[Collected data entries]
● ● ● ● ●

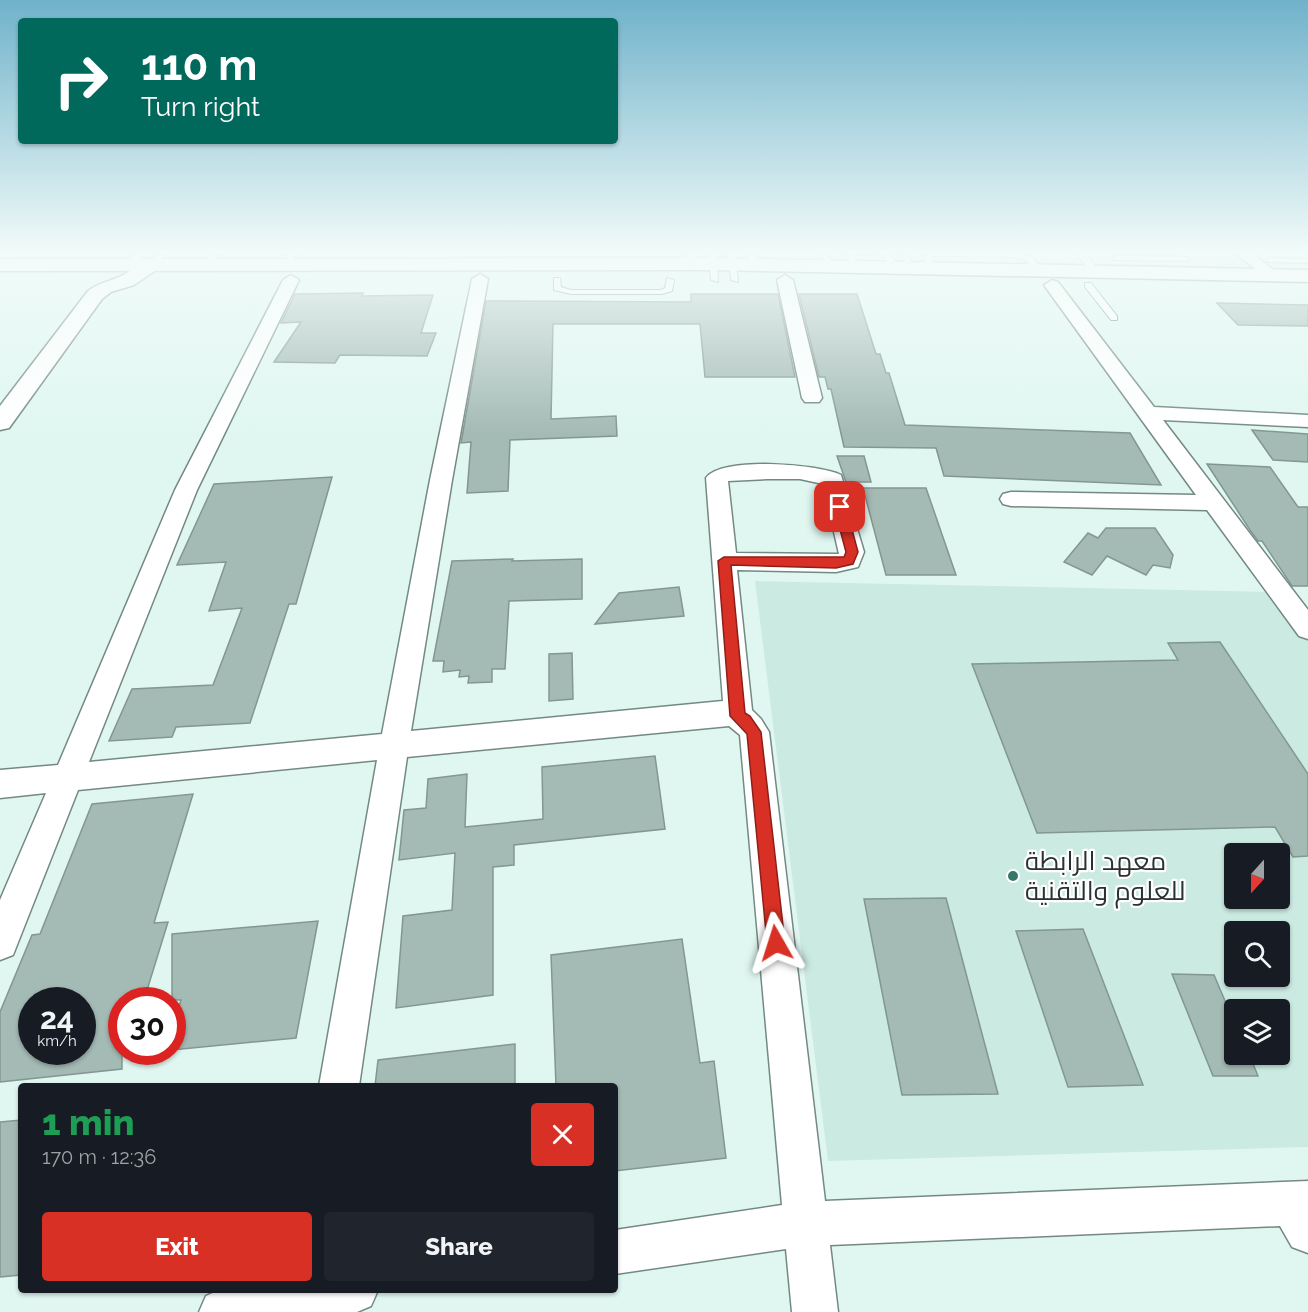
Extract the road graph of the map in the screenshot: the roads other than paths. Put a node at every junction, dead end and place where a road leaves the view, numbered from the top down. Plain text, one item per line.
1 (81, 312) edge
2 (269, 312) edge
3 (473, 312) edge
4 (792, 312) edge
5 (1072, 312) edge
6 (1111, 312) edge
7 (1114, 318) dead end
8 (812, 398) dead end
9 (1147, 413) junction
10 (1308, 421) edge
11 (0, 423) edge
12 (1011, 499) dead end
13 (1214, 503) junction
14 (724, 561) junction
15 (1297, 600) edge
16 (1308, 629) edge
17 (738, 716) junction
18 (394, 746) junction
19 (67, 778) junction
20 (0, 784) edge
21 (0, 942) edge
22 (339, 1083) edge
23 (1302, 1213) edge
24 (805, 1224) junction
25 (618, 1252) edge
26 (340, 1293) edge
27 (305, 1300) edge
28 (222, 1312) edge
29 (814, 1312) edge

1 - 11 main road
2 - 19 street
3 - 18 street
4 - 8 street
5 - 9 street
6 - 7 lane
9 - 10 street
9 - 13 street
12 - 13 street
13 - 15 street
14 - 14 street
14 - 17 street
15 - 16 street
17 - 18 street
17 - 24 street
18 - 19 street
18 - 22 street
19 - 20 street
19 - 21 street
23 - 24 street
24 - 25 street
24 - 29 street
26 - 27 street
27 - 28 street

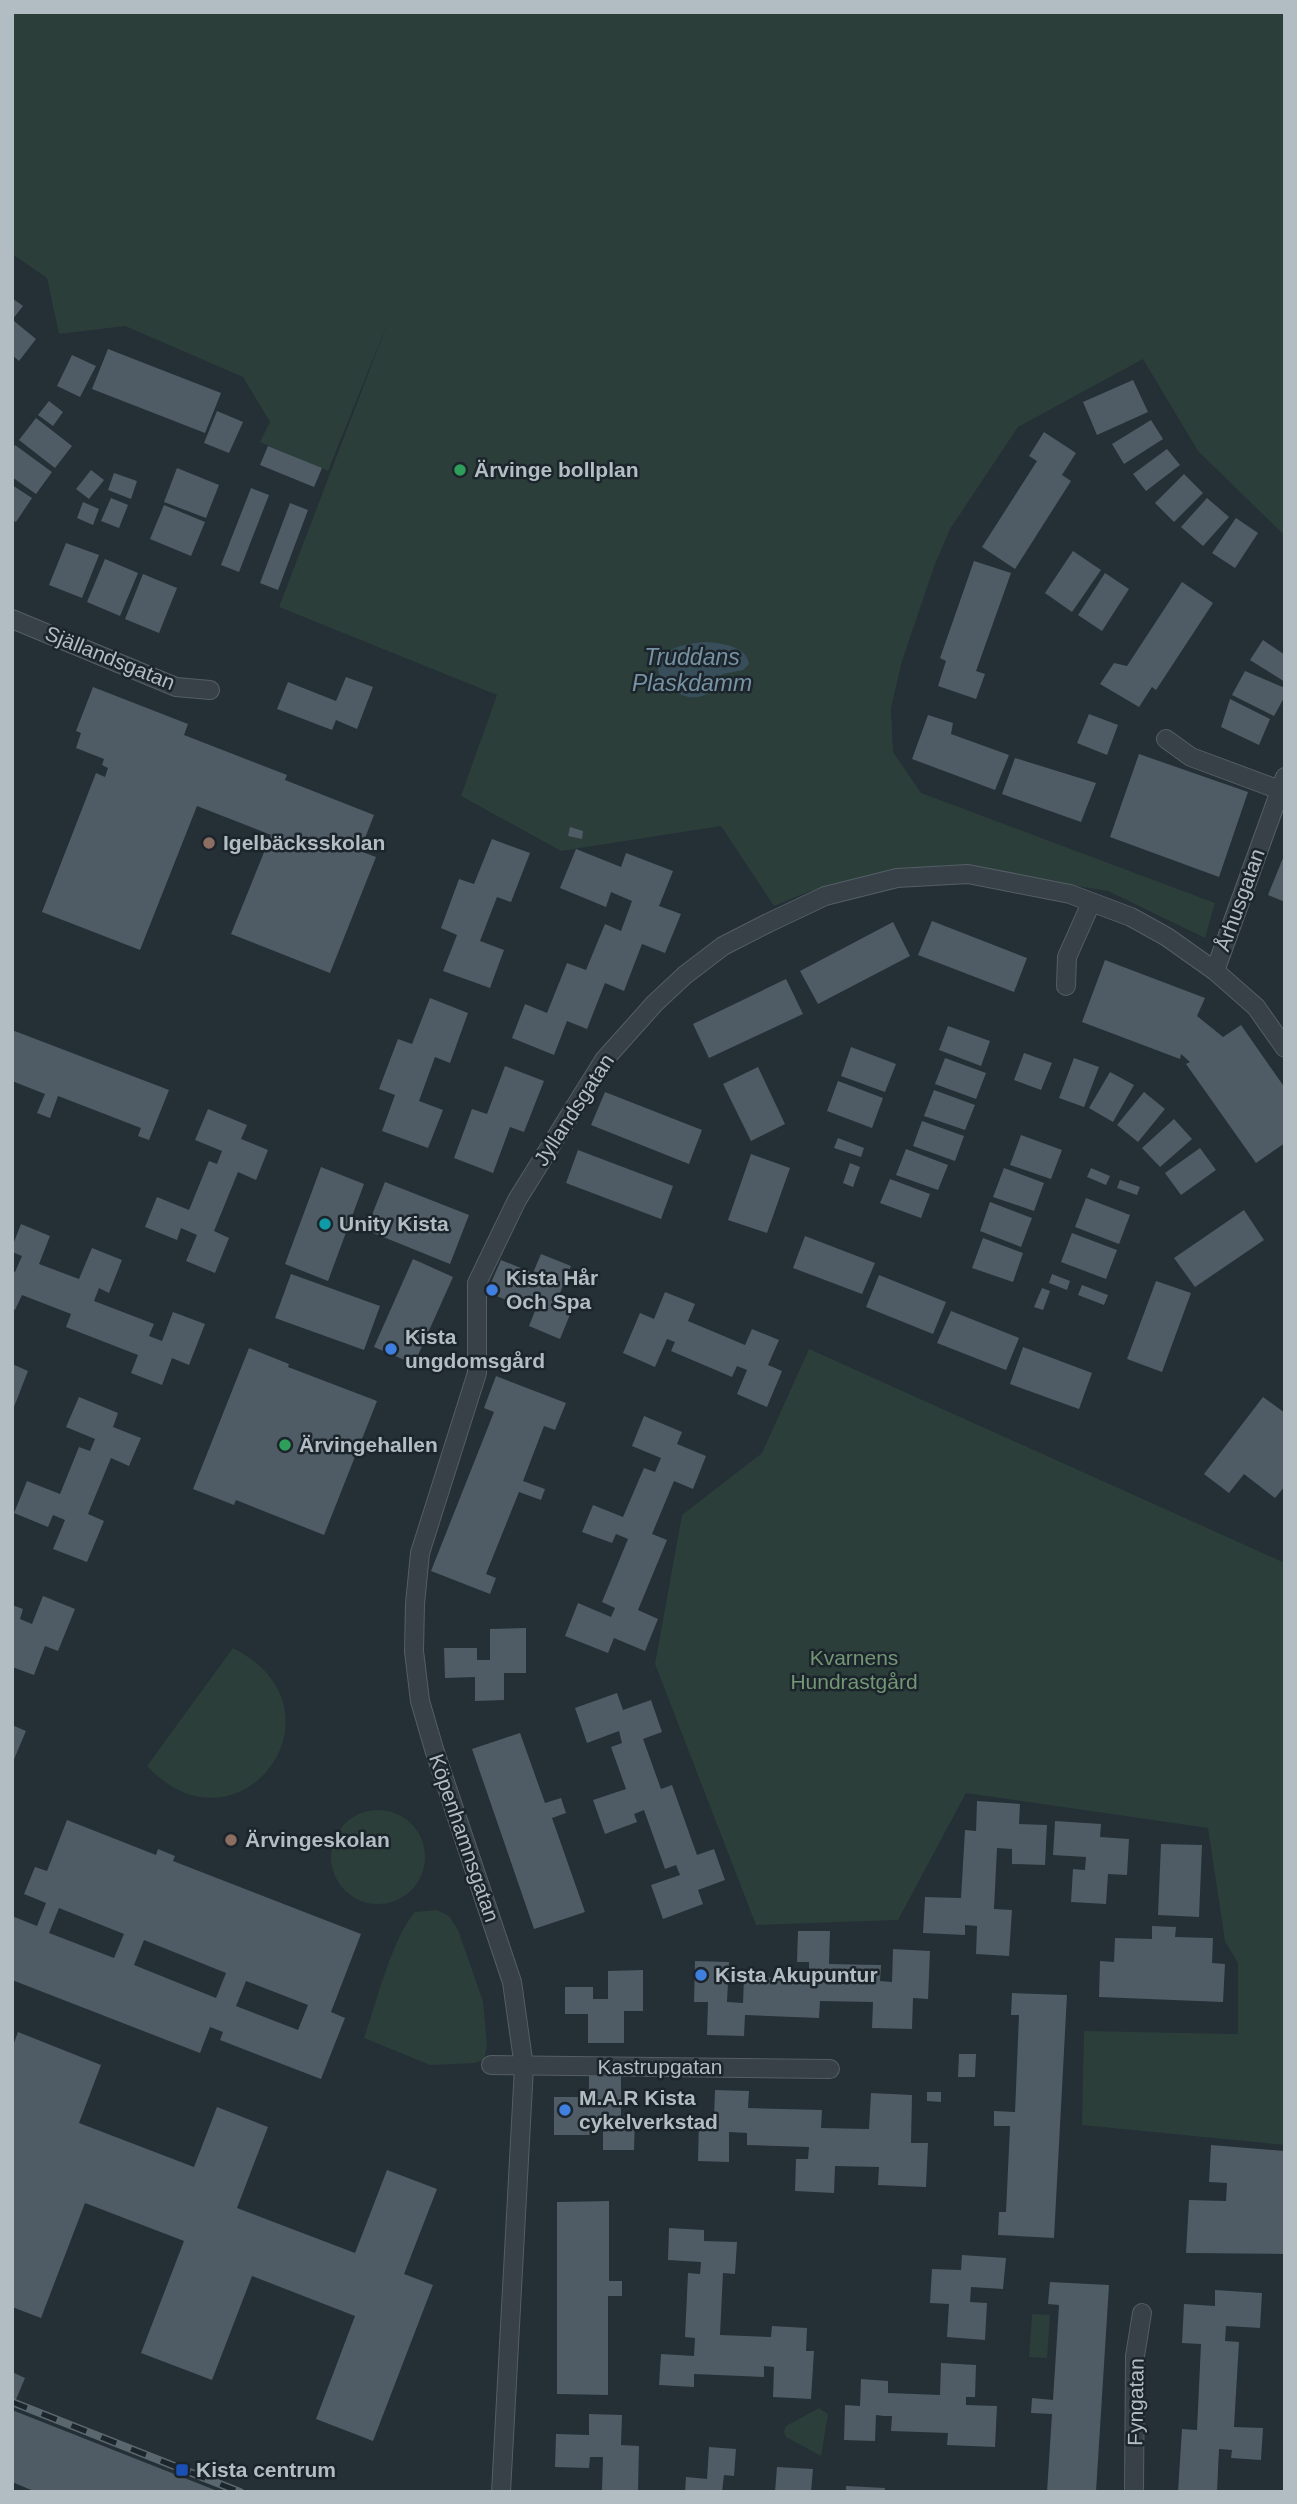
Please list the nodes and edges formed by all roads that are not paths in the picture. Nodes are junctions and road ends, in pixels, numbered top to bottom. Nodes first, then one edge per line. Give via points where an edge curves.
1 (12, 619) edge
2 (209, 690) dead end
3 (1166, 739) dead end
4 (1283, 786) edge
5 (1091, 903) junction
6 (1214, 971) junction
7 (1066, 986) dead end
8 (1285, 1048) edge
9 (517, 1200) joint
10 (491, 2065) dead end
11 (524, 2067) junction
12 (830, 2068) dead end
13 (1142, 2313) dead end
14 (501, 2492) edge
15 (1134, 2492) edge

1 - 2 street, Själlandsgatan via 176,687
3 - 4 street, Århusgatan via 1191,757
4 - 6 street, Århusgatan
5 - 6 street, Jyllandsgatan via 1131,917
5 - 7 street via 1067,957
5 - 9 street, Jyllandsgatan via 1070,894 968,874 897,878 825,896 723,946 685,975 604,1060
6 - 8 street, Jyllandsgatan via 1256,1007
9 - 11 street, Köpenhamnsgatan via 477,1283 477,1373 420,1553 414,1651 420,1700 434,1749 512,1982
10 - 11 street, Kastrupgatan
11 - 12 street, Kastrupgatan
11 - 14 street, Köpenhamnsgatan
13 - 15 street, Fyngatan via 1135,2356

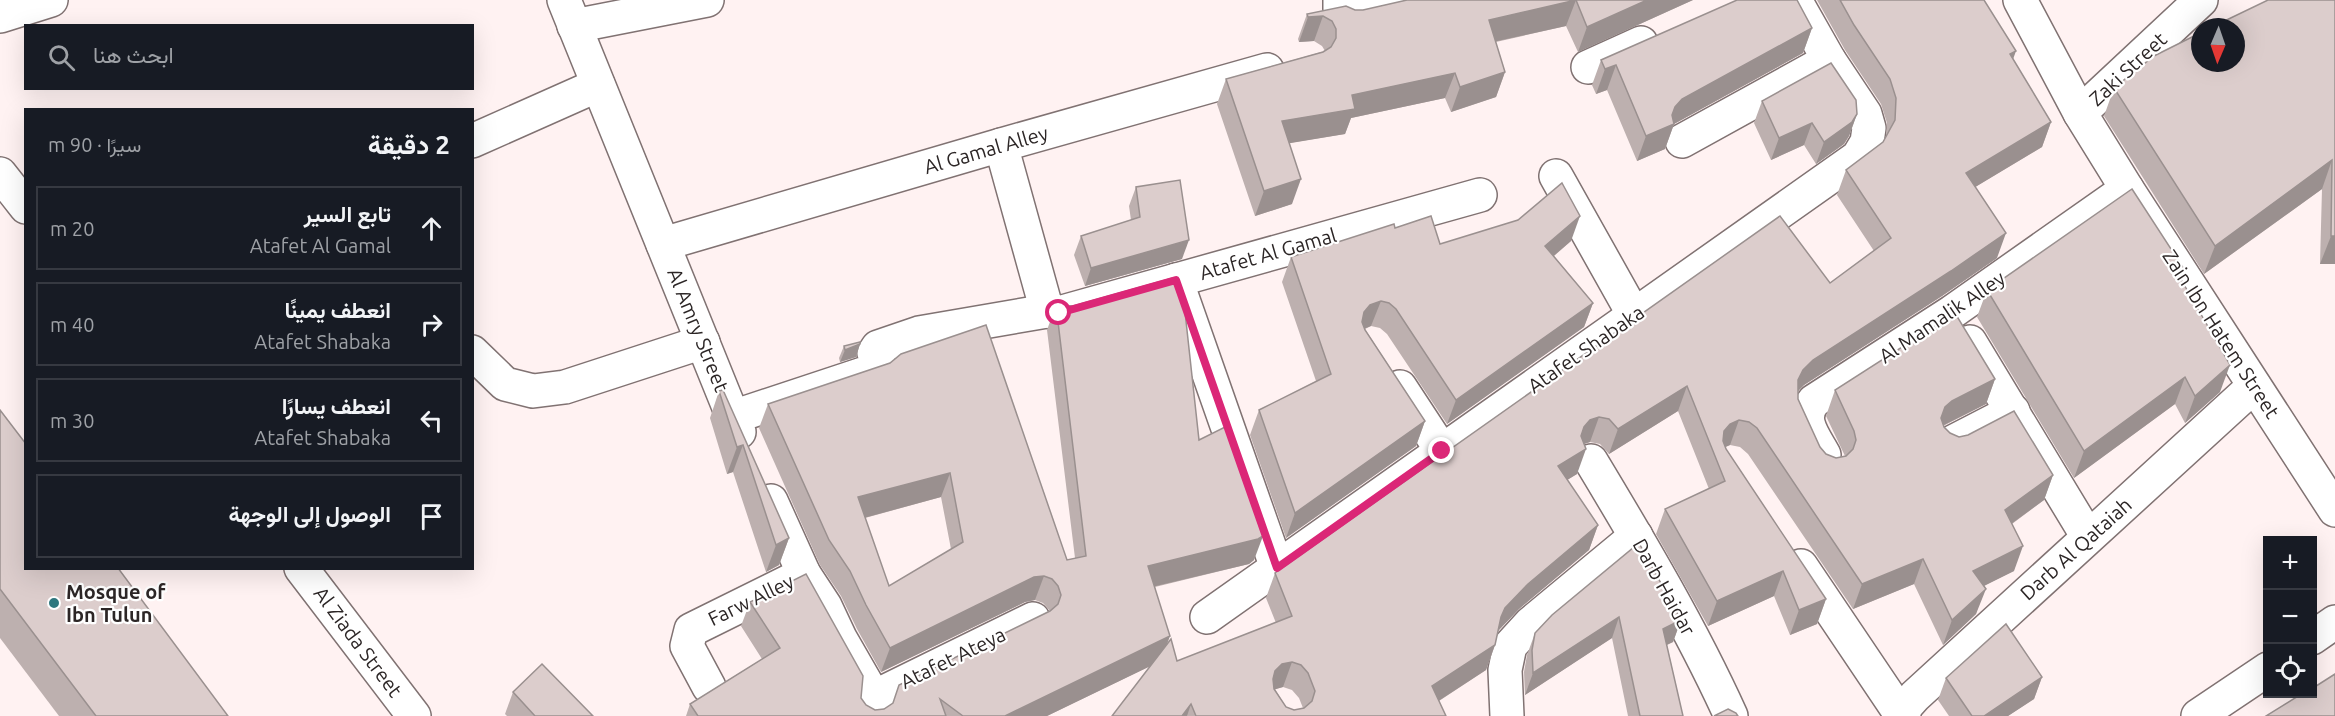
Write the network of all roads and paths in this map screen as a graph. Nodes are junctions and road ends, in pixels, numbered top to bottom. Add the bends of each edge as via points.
1 (51, 0) edge
2 (707, 0) edge
3 (1423, 0) edge
4 (1795, 0) edge
5 (2020, 0) edge
6 (2201, 0) edge
7 (1345, 8) edge
8 (569, 13) edge
9 (0, 16) edge
10 (1663, 33) edge
11 (1829, 60) junction
12 (1298, 62) edge
13 (1588, 67) dead end
14 (598, 85) junction
15 (2080, 113) junction
16 (474, 140) edge
17 (1682, 141) dead end
18 (1001, 145) junction
19 (0, 174) edge
20 (1556, 176) dead end
21 (2127, 189) junction
22 (1480, 195) dead end
23 (24, 204) edge
24 (663, 244) junction
25 (1176, 280) junction
26 (1047, 310) junction
27 (1952, 312) junction
28 (1634, 315) junction
29 (703, 342) junction
30 (474, 354) edge
31 (1385, 364) edge
32 (2254, 386) junction
33 (2013, 411) junction
34 (733, 417) junction
35 (1952, 444) edge
36 (1442, 451) junction
37 (1591, 461) dead end
38 (1828, 464) edge
39 (2335, 510) edge
40 (1636, 536) junction
41 (2088, 537) junction
42 (1784, 542) edge
43 (1277, 568) junction
44 (303, 570) edge
45 (804, 574) junction
46 (1207, 617) dead end
47 (1033, 619) edge
48 (2335, 622) edge
49 (2317, 635) edge
50 (2263, 672) edge
51 (709, 687) dead end
52 (872, 706) edge
53 (414, 716) edge
54 (1507, 716) edge
55 (1731, 716) edge
56 (1902, 716) edge
57 (2198, 716) edge

1 - 9 street
2 - 8 street
3 - 7 street
4 - 11 street
5 - 15 street, Zain Ibn Hatem Street
6 - 15 street, Zaki Street
8 - 14 street, Al Amry Street
10 - 13 street
11 - 17 street
11 - 28 street, Atafet Shabaka via 1865,114 1867,142 1858,157
12 - 18 street, Al Gamal Alley
14 - 16 street
14 - 24 street, Al Amry Street
15 - 21 street, Zain Ibn Hatem Street
18 - 24 street, Al Gamal Alley
18 - 26 street
19 - 23 street
20 - 28 street
21 - 27 street, Al Mamalik Alley
21 - 32 street, Zain Ibn Hatem Street
22 - 25 street, Atafet Al Gamal
24 - 29 street, Al Amry Street
25 - 26 street, Atafet Al Gamal via 1059,313
25 - 43 street
26 - 34 street, Atafet Al Gamal via 919,333 878,347 874,353 879,365 875,370
27 - 33 street
27 - 38 street, Al Mamalik Alley via 1807,408 1809,426
28 - 36 street, Atafet Shabaka
29 - 30 street via 565,387 533,391 505,384
29 - 34 street, Al Amry Street
31 - 36 street
32 - 39 street, Zain Ibn Hatem Street
32 - 41 street, Darb Al Qataiah
33 - 35 street
33 - 41 street
34 - 45 street, Al Amry Street
36 - 43 street, Atafet Shabaka
37 - 40 street, Darb Haidar
40 - 54 street via 1531,623 1510,646 1504,670
40 - 55 street, Darb Haidar
41 - 56 street, Darb Al Qataiah via 1915,696
42 - 56 street
43 - 46 street, Atafet Shabaka
44 - 53 street, Al Ziada Street
45 - 51 street, Farw Alley via 691,630 687,646
45 - 52 street, Al Amry Street via 825,606
47 - 52 street, Atafet Ateya
48 - 49 street
50 - 57 street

● ● ● ● ●

● Work request
Every line with "Amry" in it should be copied from the entries.

● Your solution
8 - 14 street, Al Amry Street
14 - 24 street, Al Amry Street
24 - 29 street, Al Amry Street
29 - 34 street, Al Amry Street
34 - 45 street, Al Amry Street
45 - 52 street, Al Amry Street via 825,606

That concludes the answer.